- [TASK BRIEF]: In the entries below, count the lines that hold the string "Alston" and state only that count.

- [AVAILABLE DATA]:
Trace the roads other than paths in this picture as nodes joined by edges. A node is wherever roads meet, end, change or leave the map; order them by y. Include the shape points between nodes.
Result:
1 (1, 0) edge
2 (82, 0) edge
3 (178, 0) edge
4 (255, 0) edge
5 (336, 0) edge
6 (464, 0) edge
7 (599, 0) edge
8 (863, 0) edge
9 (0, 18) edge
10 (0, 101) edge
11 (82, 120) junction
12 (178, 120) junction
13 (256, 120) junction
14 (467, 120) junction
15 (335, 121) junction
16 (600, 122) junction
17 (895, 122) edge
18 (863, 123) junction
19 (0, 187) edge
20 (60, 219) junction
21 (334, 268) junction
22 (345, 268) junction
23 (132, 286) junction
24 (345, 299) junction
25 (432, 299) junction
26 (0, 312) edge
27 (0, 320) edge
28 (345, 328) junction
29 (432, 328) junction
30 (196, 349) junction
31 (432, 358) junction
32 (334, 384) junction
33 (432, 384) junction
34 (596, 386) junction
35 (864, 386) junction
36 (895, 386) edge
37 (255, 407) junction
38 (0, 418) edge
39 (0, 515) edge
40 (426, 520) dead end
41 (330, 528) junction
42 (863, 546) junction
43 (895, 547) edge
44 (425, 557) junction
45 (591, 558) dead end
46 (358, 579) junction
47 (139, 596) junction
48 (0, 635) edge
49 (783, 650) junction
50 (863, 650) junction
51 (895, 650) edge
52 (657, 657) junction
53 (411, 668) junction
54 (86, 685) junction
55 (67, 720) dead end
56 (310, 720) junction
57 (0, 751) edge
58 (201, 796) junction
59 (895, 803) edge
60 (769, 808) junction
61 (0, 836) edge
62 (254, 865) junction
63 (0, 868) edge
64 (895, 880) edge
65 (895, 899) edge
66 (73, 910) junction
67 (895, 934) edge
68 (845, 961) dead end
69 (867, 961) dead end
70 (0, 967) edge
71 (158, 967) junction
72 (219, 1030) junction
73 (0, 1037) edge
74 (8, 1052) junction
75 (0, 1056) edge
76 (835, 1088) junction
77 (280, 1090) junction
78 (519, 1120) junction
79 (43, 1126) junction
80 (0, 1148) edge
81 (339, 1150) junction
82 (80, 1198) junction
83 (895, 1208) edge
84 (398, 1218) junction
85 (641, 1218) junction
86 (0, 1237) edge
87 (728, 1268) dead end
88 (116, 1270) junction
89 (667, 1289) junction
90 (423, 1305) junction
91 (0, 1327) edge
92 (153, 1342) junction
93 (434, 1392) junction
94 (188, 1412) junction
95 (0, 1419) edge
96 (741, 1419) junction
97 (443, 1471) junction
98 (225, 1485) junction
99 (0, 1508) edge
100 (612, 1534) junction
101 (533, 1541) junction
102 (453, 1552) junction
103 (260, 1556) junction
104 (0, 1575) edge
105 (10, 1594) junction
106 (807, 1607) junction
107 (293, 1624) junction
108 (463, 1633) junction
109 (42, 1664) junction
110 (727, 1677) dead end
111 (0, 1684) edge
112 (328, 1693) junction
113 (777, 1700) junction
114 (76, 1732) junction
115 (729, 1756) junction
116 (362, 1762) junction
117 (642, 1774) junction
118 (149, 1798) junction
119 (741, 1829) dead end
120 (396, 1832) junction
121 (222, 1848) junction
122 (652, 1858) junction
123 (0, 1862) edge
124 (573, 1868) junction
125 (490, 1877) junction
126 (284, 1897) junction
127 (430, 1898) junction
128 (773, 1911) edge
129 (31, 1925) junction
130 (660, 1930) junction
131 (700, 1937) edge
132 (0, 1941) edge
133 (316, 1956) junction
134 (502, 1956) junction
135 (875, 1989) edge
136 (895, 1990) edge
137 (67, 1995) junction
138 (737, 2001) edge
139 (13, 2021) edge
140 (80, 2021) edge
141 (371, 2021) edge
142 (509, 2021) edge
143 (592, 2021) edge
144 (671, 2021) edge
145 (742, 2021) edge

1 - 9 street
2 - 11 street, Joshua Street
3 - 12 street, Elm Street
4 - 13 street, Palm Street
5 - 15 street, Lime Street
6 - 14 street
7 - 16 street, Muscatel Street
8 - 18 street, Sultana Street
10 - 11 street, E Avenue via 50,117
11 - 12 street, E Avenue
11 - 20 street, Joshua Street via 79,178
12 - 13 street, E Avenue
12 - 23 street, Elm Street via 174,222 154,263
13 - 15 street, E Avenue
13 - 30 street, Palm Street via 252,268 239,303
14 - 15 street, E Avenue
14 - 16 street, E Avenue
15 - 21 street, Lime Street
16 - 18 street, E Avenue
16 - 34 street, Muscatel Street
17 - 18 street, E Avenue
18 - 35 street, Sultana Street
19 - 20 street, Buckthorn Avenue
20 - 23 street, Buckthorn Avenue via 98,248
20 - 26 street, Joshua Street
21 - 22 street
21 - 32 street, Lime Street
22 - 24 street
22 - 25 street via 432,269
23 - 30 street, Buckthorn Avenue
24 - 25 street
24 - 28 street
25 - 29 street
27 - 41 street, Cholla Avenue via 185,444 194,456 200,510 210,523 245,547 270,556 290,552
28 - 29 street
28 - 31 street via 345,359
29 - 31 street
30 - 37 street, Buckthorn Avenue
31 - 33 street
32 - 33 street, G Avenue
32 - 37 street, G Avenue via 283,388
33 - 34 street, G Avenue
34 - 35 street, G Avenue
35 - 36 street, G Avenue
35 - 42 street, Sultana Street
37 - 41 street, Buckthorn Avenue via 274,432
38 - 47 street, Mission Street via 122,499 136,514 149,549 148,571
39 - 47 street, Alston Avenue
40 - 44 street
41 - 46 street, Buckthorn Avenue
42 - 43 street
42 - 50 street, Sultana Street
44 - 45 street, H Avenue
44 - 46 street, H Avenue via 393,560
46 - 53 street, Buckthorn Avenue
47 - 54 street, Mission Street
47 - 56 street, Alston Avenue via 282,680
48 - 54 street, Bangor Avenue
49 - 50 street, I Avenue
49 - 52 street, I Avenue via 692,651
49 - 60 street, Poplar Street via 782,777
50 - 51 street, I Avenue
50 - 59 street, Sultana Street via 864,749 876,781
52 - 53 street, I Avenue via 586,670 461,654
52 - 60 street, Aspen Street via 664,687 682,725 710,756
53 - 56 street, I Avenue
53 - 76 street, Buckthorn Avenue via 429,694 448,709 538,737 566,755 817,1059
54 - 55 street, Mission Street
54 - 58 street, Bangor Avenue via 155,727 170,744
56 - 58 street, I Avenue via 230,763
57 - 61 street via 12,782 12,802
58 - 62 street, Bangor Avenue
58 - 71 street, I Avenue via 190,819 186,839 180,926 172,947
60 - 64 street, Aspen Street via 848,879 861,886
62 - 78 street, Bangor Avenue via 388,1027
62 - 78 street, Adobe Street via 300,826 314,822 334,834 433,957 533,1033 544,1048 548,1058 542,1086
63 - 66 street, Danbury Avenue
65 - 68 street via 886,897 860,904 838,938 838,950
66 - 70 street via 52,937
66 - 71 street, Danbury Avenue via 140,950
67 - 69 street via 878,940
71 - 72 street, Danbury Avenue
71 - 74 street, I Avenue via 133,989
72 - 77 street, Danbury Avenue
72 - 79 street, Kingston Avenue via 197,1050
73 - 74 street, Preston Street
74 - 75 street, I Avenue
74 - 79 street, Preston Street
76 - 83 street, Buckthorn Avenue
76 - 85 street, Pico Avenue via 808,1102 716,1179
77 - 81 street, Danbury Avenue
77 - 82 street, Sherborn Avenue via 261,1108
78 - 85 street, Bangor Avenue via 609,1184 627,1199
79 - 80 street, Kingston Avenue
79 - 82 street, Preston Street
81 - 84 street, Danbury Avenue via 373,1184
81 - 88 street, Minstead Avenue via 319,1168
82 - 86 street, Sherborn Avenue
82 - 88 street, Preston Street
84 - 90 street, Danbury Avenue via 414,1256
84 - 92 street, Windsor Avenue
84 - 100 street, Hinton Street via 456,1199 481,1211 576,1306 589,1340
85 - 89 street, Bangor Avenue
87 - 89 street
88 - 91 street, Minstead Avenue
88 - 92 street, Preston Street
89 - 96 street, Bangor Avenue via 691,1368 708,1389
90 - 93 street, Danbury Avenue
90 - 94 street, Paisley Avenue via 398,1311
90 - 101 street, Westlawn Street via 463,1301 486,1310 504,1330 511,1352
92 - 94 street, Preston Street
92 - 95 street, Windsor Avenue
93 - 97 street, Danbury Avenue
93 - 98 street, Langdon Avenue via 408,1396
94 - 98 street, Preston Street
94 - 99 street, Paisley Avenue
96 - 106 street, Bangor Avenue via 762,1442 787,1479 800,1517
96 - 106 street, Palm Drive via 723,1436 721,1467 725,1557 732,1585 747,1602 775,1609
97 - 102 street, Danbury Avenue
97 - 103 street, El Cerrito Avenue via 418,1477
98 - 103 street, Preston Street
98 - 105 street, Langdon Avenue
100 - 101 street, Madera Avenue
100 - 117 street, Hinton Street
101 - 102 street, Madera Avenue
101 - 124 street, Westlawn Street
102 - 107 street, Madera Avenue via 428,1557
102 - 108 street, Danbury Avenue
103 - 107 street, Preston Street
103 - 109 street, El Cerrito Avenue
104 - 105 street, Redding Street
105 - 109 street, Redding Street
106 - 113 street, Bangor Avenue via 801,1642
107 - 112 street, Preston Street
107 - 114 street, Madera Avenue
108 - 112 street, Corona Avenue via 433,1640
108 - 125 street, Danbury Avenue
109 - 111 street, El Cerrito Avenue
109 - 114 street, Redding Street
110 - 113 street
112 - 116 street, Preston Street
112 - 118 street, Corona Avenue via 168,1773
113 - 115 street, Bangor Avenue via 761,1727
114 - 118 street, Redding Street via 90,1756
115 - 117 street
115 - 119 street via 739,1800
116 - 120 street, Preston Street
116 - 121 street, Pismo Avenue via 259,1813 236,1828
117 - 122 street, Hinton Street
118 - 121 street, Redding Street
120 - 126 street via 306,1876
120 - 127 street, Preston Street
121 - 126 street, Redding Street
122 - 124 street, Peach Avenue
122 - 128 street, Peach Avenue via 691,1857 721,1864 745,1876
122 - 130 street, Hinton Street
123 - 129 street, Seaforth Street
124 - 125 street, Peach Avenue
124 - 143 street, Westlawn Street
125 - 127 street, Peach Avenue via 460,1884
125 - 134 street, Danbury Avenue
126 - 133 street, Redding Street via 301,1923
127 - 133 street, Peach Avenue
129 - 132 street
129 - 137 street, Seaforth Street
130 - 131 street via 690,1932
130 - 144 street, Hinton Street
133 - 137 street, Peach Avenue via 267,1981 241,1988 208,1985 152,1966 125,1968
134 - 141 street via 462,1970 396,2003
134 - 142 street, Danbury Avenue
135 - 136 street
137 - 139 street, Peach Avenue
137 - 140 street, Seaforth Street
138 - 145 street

- [ANSWER SPACE]: 2